Images with pose keypoints:

***

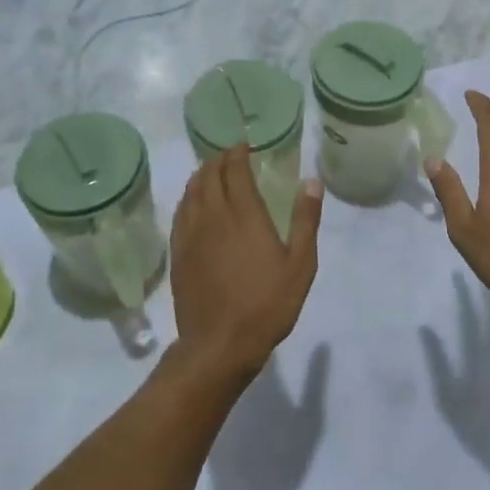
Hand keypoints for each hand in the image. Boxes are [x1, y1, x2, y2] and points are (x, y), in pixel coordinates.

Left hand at [170, 145, 323, 379]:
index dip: (237, 154)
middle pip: (210, 176)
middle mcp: (213, 217)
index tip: (244, 145)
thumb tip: (311, 182)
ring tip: (211, 170)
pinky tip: (193, 202)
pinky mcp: (178, 253)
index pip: (234, 171)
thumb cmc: (267, 304)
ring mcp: (191, 235)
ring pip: (191, 192)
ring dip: (201, 175)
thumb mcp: (300, 265)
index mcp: (244, 215)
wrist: (220, 344)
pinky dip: (188, 198)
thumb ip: (305, 220)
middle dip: (219, 160)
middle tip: (230, 155)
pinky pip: (180, 214)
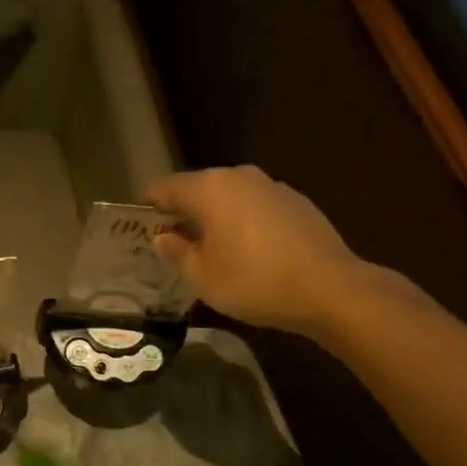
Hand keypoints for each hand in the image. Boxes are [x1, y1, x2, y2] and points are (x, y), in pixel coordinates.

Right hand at [143, 167, 363, 336]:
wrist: (329, 288)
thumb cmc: (253, 281)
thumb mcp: (201, 276)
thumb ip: (175, 252)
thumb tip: (163, 237)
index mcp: (209, 188)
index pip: (164, 187)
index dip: (146, 202)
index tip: (137, 220)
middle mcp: (239, 177)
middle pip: (198, 188)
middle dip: (182, 210)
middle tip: (170, 239)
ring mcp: (272, 186)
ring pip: (230, 197)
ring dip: (215, 216)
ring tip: (209, 247)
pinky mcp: (297, 202)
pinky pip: (256, 207)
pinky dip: (244, 222)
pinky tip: (248, 250)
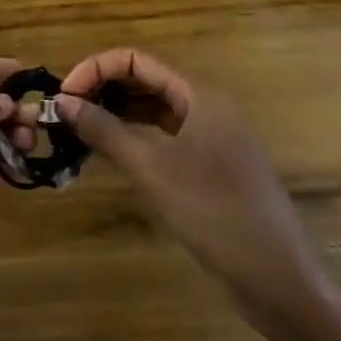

***

__Directions__:
Could you output the lines above exactly, with no pictures included?

__Task output__:
Hand keypoints for each hand in the image. Boxes are [x1, y1, x2, y2] and points are (x, y), in pixel coordinates.

Left hand at [170, 145, 323, 379]:
index dip: (237, 154)
middle pip: (210, 176)
middle mcp: (213, 217)
index tip: (244, 145)
thumb tip: (311, 182)
ring tip: (211, 170)
pinky tip: (193, 202)
pinky mcp: (178, 253)
index pip: (234, 171)
thumb cmc: (267, 304)
ring mcp: (191, 235)
ring pip: (191, 192)
ring dip: (201, 175)
thumb mcp: (300, 265)
index mcp: (244, 215)
wrist: (220, 344)
pinky dip: (188, 198)
thumb ip: (305, 220)
middle dip: (219, 160)
middle tip: (230, 155)
pinky pip: (180, 214)
Hand keypoints for each hand in the image. Boxes are [x1, y1, x2, y2] and points are (x, y), in pixel coordinates.

Right hand at [143, 167, 363, 336]:
wrist: (329, 288)
thumb cmc: (253, 281)
thumb mcp: (201, 276)
thumb ip: (175, 252)
thumb tip: (163, 237)
index mcp: (209, 188)
index pip: (164, 187)
index dip: (146, 202)
index tip: (137, 220)
middle mcp: (239, 177)
middle pip: (198, 188)
middle dip: (182, 210)
middle tip: (170, 239)
ring mcp: (272, 186)
ring pip: (230, 197)
ring dip: (215, 216)
ring tip: (209, 247)
pinky mcp: (297, 202)
pinky pip: (256, 207)
pinky dip: (244, 222)
pinky tip: (248, 250)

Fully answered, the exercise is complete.